PROBLEM DETAILS
Please return every line of the records below that contains the word "Ringstraße".

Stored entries
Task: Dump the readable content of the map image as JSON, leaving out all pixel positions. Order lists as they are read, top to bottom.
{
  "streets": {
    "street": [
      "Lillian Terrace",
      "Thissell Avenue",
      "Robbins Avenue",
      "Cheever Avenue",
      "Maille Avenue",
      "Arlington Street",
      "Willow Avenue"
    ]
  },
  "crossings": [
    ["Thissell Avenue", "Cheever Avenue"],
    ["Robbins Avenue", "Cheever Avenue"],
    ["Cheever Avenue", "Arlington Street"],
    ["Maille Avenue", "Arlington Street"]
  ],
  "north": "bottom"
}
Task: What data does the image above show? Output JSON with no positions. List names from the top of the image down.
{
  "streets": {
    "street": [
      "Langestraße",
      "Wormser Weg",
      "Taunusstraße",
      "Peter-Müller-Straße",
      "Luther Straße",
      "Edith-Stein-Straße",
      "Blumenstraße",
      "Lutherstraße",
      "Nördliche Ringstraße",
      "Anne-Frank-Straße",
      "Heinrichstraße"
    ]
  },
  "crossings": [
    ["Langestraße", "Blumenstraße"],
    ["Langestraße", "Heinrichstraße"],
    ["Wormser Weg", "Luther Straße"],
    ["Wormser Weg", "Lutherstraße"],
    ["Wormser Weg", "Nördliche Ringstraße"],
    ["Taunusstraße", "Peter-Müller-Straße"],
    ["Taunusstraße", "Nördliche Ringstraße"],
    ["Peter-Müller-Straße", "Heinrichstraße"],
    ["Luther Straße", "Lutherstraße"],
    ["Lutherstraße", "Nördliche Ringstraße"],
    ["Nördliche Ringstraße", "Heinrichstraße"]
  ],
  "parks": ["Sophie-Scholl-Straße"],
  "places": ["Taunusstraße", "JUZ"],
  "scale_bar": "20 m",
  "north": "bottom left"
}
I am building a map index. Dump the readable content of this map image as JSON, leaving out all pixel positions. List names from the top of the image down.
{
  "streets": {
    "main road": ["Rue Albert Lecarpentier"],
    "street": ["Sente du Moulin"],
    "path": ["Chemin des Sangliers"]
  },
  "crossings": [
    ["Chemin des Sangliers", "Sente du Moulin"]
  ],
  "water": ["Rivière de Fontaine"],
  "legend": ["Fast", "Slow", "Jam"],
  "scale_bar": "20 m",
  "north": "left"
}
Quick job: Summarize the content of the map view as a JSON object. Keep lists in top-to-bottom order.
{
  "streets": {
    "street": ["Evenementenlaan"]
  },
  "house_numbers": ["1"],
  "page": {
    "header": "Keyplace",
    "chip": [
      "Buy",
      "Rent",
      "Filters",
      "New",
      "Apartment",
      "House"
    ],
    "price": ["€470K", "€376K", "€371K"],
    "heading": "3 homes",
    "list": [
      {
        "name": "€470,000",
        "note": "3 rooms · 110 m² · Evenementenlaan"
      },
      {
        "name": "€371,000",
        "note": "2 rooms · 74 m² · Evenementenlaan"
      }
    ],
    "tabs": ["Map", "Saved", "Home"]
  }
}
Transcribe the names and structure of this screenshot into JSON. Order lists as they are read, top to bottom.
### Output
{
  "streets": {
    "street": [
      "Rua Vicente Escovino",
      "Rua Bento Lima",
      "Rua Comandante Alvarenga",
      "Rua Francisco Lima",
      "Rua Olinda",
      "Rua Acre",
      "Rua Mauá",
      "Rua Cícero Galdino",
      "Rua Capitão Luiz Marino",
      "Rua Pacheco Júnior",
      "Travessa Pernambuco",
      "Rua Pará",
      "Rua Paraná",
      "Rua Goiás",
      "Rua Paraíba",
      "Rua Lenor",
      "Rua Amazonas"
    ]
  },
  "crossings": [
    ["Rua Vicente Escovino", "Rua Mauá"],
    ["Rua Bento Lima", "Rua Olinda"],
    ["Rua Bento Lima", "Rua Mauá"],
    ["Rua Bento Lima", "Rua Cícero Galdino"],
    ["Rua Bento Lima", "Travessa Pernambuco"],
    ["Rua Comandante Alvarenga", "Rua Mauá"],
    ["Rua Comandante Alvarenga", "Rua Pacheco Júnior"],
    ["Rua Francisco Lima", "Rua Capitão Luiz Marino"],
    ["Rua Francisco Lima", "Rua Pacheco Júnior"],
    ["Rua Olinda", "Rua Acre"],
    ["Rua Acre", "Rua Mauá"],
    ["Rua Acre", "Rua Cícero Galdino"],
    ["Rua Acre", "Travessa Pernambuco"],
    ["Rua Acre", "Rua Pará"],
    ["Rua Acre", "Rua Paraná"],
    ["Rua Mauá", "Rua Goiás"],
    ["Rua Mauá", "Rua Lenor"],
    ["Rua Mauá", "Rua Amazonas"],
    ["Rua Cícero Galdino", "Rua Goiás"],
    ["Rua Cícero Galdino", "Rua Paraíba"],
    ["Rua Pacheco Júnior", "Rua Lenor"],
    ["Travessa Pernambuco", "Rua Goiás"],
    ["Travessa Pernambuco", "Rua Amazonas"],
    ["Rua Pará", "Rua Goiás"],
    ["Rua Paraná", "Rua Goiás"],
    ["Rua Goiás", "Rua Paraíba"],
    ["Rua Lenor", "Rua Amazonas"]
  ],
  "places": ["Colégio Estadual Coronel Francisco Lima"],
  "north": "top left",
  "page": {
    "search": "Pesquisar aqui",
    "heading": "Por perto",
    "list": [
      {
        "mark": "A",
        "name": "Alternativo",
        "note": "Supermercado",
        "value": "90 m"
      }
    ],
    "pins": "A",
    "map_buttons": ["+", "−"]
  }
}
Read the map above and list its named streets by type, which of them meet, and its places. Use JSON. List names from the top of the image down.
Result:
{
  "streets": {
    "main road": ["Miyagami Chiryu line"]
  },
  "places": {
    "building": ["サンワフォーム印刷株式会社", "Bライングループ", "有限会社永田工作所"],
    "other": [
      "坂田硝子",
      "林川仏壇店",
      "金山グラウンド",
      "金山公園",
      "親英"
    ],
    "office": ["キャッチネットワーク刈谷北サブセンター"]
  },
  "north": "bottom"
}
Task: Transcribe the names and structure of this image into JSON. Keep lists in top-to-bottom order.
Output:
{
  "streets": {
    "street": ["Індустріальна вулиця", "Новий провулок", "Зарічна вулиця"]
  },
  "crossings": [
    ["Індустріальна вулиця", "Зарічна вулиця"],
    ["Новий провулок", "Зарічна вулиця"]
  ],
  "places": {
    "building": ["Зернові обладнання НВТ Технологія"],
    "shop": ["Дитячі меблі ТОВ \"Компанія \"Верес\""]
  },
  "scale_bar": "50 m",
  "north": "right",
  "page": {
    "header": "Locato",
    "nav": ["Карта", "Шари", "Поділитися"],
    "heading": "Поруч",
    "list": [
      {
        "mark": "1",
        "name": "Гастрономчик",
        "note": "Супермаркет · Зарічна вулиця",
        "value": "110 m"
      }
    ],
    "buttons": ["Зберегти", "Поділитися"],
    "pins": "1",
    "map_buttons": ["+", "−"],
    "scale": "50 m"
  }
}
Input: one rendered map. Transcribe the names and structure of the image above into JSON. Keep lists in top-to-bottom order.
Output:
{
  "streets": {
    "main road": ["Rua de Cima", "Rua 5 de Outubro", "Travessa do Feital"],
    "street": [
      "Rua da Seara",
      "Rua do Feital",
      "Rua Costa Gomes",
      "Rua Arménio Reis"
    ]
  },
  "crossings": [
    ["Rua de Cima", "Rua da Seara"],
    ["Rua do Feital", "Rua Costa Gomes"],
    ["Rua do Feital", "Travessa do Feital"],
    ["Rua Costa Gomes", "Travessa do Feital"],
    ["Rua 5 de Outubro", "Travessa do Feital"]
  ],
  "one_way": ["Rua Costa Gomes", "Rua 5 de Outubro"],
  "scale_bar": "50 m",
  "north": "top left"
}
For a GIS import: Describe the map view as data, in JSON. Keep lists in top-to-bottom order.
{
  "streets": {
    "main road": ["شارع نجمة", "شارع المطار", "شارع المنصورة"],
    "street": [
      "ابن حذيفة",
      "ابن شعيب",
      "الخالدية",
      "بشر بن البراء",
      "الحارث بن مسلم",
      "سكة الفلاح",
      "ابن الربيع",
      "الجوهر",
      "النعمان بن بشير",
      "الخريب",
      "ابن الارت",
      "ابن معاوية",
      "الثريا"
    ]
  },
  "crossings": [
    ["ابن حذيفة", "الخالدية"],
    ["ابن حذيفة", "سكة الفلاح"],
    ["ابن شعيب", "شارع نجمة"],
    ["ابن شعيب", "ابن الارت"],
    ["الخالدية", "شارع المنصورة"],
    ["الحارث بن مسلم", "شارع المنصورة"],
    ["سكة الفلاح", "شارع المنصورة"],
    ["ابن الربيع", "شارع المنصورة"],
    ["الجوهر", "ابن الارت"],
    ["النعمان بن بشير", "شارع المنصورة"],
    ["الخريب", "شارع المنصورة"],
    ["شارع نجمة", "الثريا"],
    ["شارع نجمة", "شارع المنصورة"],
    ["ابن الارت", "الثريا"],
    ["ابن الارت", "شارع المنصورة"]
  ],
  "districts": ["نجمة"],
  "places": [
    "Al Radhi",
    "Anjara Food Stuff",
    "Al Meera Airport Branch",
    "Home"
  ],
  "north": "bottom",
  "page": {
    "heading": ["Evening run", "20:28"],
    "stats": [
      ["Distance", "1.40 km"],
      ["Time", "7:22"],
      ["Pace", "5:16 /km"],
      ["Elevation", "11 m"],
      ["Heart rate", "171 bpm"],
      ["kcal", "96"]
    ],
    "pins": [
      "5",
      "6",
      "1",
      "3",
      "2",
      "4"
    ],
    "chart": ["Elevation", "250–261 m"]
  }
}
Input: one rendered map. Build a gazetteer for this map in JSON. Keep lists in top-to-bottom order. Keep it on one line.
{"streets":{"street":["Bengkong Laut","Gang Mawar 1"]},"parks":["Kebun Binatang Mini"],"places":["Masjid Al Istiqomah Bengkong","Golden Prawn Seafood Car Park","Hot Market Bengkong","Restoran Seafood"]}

SOLUTION TO THIS TASK
      "Nördliche Ringstraße",
    ["Wormser Weg", "Nördliche Ringstraße"],
    ["Taunusstraße", "Nördliche Ringstraße"],
    ["Lutherstraße", "Nördliche Ringstraße"],
    ["Nördliche Ringstraße", "Heinrichstraße"]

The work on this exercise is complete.